**PROMPT**
Line by line, restate the material word for word, omitting any image.

**EXTRACTED DATA**
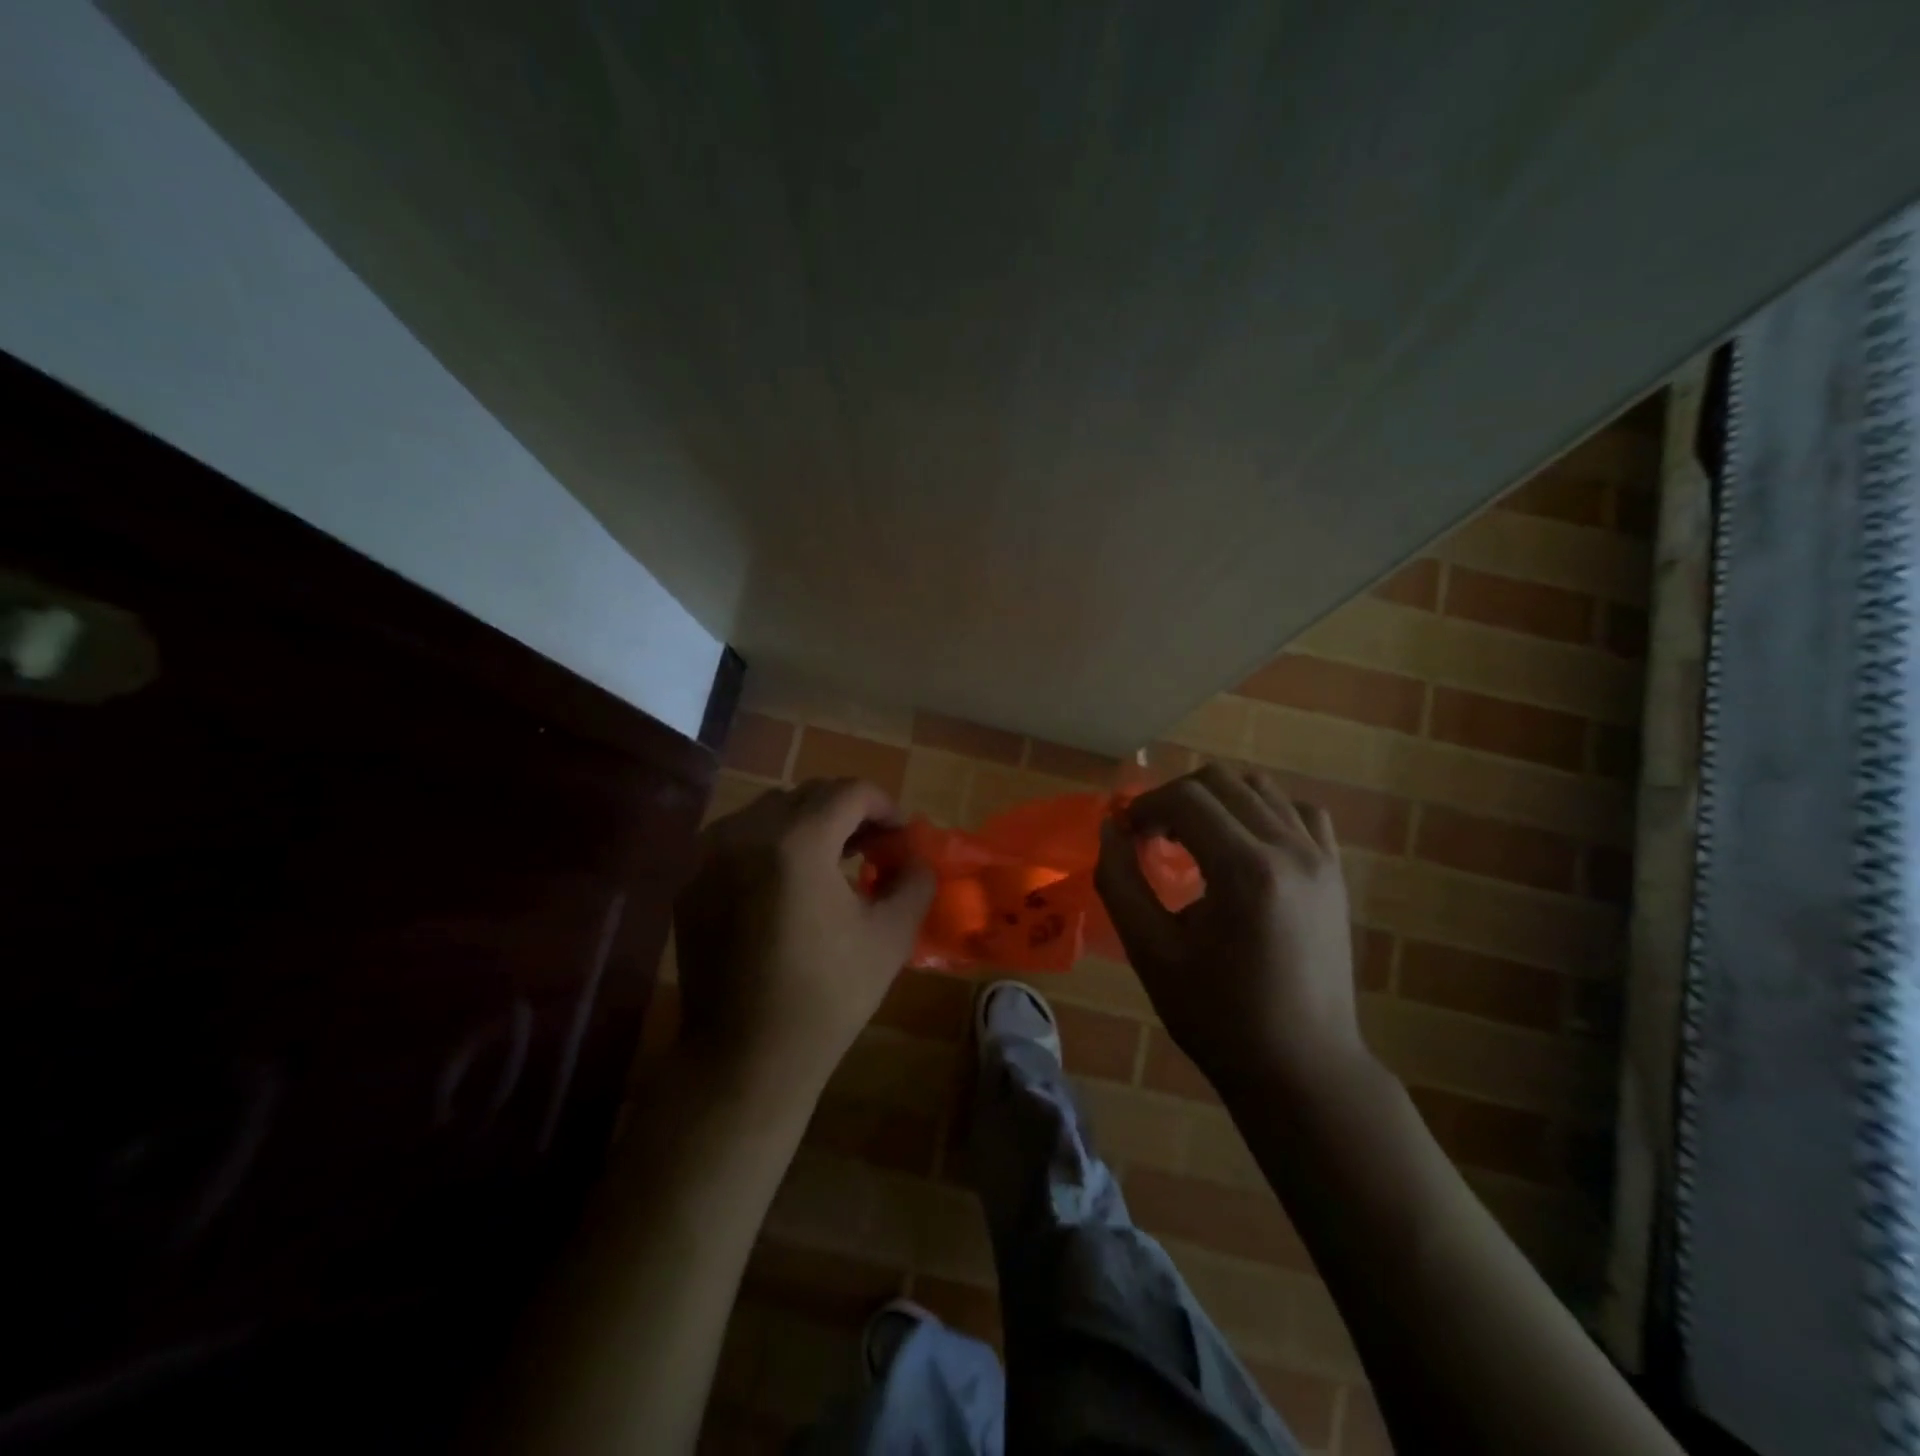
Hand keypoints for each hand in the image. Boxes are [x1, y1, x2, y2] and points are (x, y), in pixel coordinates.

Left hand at [673, 778, 935, 1094]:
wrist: (745, 1058)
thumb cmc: (826, 998)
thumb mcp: (890, 937)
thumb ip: (914, 882)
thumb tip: (915, 857)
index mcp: (797, 842)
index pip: (849, 792)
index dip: (884, 805)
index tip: (900, 836)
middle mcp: (745, 833)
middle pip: (808, 794)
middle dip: (848, 813)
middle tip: (873, 847)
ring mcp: (709, 856)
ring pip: (769, 811)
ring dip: (808, 824)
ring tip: (832, 860)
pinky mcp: (690, 882)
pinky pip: (738, 839)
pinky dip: (770, 844)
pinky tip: (788, 884)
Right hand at [1095, 764, 1371, 1104]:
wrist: (1302, 1068)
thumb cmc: (1219, 1017)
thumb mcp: (1151, 953)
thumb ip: (1120, 882)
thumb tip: (1109, 828)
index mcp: (1246, 871)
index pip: (1186, 798)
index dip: (1145, 806)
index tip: (1126, 835)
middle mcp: (1290, 850)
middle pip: (1222, 781)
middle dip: (1175, 798)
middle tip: (1152, 837)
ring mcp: (1321, 858)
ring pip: (1260, 789)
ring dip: (1216, 802)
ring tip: (1193, 841)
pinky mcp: (1336, 873)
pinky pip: (1299, 813)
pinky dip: (1263, 812)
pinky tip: (1243, 846)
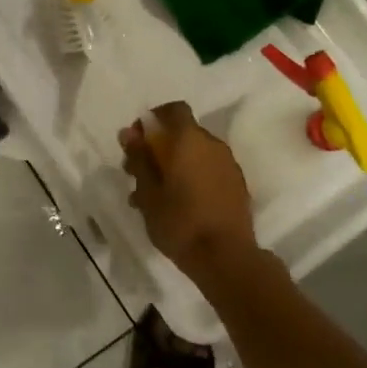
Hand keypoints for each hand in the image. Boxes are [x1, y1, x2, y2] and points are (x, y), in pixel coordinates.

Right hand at [119, 102, 258, 276]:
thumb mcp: (149, 192)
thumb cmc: (180, 222)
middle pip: (182, 134)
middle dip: (158, 148)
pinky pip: (208, 171)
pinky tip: (176, 206)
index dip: (153, 119)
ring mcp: (228, 165)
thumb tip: (129, 133)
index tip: (136, 141)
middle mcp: (213, 145)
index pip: (173, 110)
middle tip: (136, 174)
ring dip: (172, 166)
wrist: (227, 258)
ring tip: (151, 197)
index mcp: (190, 139)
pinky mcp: (236, 186)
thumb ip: (139, 158)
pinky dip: (191, 178)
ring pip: (194, 155)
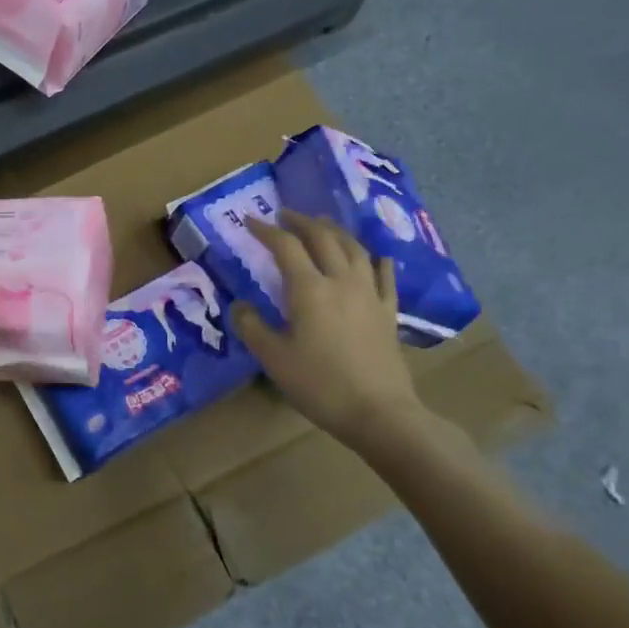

**EXERCISE RESPONSE**
Hand keypoints for each hand in the image. Boxes are [x1, y1, x2, y2] and points are (x, y), in pixel coordinates.

Left hand at [673, 778, 935, 1094]:
wrist: (745, 1058)
thumb cmc: (826, 998)
thumb mcp: (890, 937)
thumb ip: (914, 882)
thumb tip: (915, 857)
index mcp: (797, 842)
index pip: (849, 792)
index dip: (884, 805)
index tip: (900, 836)
middle mcp: (745, 833)
middle pip: (808, 794)
middle dip: (848, 813)
middle tip: (873, 847)
ring mcp: (709, 856)
ring pip: (769, 811)
ring dip: (808, 824)
ring tip: (832, 860)
pinky mcp: (690, 882)
pinky pip: (738, 839)
pinky dip: (770, 844)
pinky tip: (788, 884)
Right hand at [1095, 764, 1371, 1104]:
wrist: (1302, 1068)
thumb cmc: (1219, 1017)
thumb mcp: (1151, 953)
thumb ip: (1120, 882)
thumb tip: (1109, 828)
index mcp: (1246, 871)
index pip: (1186, 798)
index dip: (1145, 806)
index tip: (1126, 835)
middle mcp: (1290, 850)
middle pip: (1222, 781)
middle dip: (1175, 798)
middle tip: (1152, 837)
ring mcp: (1321, 858)
ring pip: (1260, 789)
ring dip: (1216, 802)
ring tip: (1193, 841)
pinky mcp: (1336, 873)
pinky pip: (1299, 813)
pinky dip: (1263, 812)
pinky tip: (1243, 846)
Hand keypoints for each hand in the image. Boxes are [x1, y1, x2, y2] and points are (x, y), in pixel coordinates.

Right hand at [119, 102, 258, 276]:
thumb mcp: (149, 192)
thumb cmc: (180, 222)
middle pip: (182, 134)
middle dip: (158, 148)
pinky pip: (208, 171)
pinky tip: (176, 206)
index dip: (153, 119)
ring mcp: (228, 165)
thumb tip: (129, 133)
index tip: (136, 141)
middle mcp: (213, 145)
index pip: (173, 110)
middle tip: (136, 174)
ring dip: (172, 166)
wrist: (227, 258)
ring tip: (151, 197)
index mcp: (190, 139)
pinky mcp: (236, 186)
thumb ip: (139, 158)
pinky dip: (191, 178)
ring pip: (194, 155)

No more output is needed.